Agro-industrie – Le secteur semencier privé fait lentement son apparition au Cameroun

Le Cameroun compte environ 13 entreprises semencières. Des entreprises partenaires mènent des activités de production de semences, bien qu’aucune ne fasse participer les petits exploitants à ces activités.

En 2001, le Cameroun a adopté une loi relative à la production et à la commercialisation des semences. En 2005, le pays a créé le Conseil national des semences par décret. Cet organisme est chargé de promouvoir et d’organiser un secteur semencier fiable, ainsi que d’en stimuler le développement. Le Conseil a également été fondé pour réguler et contrôler l’inscription de nouvelles variétés, protéger les exploitants contre la vente de contrefaçons et faciliter la production et la commercialisation de semences de qualité dans le pays. De plus, dans le cadre de sa politique semencière nationale, il encourage l’élaboration et la promotion de nouvelles variétés végétales.

Le Plan national d’investissement agricole cherche à développer la recherche sur les variétés améliorées à haut rendement et à stimuler la compétitivité des exploitations. Le ministère de l’Agriculture et du Développement rural est chargé de la réglementation des semences et du développement de variétés pour différentes cultures.

Le secteur semencier formel est composé d’entités publiques, d’institutions agricoles, d’organisations non gouvernementales, de petites entreprises et de sociétés du secteur privé menant différentes activités liées aux semences. Le secteur semencier privé fait lentement son apparition au Cameroun.

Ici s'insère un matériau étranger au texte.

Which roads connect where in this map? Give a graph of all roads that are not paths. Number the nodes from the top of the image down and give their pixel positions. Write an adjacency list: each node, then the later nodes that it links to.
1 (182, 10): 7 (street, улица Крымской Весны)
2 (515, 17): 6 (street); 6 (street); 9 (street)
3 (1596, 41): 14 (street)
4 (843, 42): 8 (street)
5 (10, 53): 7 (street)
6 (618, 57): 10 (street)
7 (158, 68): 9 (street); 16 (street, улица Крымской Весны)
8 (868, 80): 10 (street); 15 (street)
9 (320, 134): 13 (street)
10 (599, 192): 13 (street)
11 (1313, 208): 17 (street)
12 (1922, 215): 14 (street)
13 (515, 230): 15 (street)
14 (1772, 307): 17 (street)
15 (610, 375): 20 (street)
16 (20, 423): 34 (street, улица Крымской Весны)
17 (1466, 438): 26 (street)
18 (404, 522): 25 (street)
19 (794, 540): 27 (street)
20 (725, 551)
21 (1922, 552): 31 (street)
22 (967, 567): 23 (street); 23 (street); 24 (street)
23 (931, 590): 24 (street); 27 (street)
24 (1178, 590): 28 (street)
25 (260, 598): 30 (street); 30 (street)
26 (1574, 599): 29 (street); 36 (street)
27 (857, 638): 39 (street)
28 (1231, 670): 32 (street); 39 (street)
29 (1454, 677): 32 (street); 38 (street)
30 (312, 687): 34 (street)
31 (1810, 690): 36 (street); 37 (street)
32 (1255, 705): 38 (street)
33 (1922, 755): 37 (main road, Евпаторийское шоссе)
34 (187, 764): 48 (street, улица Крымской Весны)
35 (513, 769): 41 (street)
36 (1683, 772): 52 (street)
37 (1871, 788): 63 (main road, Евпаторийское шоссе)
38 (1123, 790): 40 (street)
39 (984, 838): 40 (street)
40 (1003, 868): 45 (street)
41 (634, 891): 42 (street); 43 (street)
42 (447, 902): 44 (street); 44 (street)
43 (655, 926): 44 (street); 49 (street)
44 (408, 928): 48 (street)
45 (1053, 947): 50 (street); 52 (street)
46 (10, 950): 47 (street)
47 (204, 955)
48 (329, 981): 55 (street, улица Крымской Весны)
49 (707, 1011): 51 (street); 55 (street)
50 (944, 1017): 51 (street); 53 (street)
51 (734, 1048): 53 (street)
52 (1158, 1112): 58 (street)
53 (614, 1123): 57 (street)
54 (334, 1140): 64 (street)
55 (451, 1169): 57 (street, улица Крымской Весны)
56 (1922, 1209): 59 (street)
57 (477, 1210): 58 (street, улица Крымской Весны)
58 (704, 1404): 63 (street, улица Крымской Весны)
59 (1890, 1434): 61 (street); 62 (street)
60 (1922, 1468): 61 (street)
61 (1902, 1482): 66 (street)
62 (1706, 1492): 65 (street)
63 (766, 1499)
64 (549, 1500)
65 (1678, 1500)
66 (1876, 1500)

Trois acteurs publics sont chargés du développement du secteur des semences : l’Institut de recherche agricole pour le développement, le ministère de l’Agriculture et le Conseil national des semences et obtentions végétales. Les coopératives productrices de semences les plus dynamiques se trouvent dans les régions Ouest et Nord-Ouest. Elles affichent de bonnes performances économiques et sont dotées de structures de gouvernance démocratiques bien que le modèle d’activité des coopératives ne soit généralement pas solide.

Quatre entreprises identifiées sur le plan international, disposent de centres de test, trois autres proposent des services de vulgarisation et deux de plus, exploitent des centres de sélection. Aucune des sociétés présentes dans le pays ne dispose de site de transformation à grande échelle.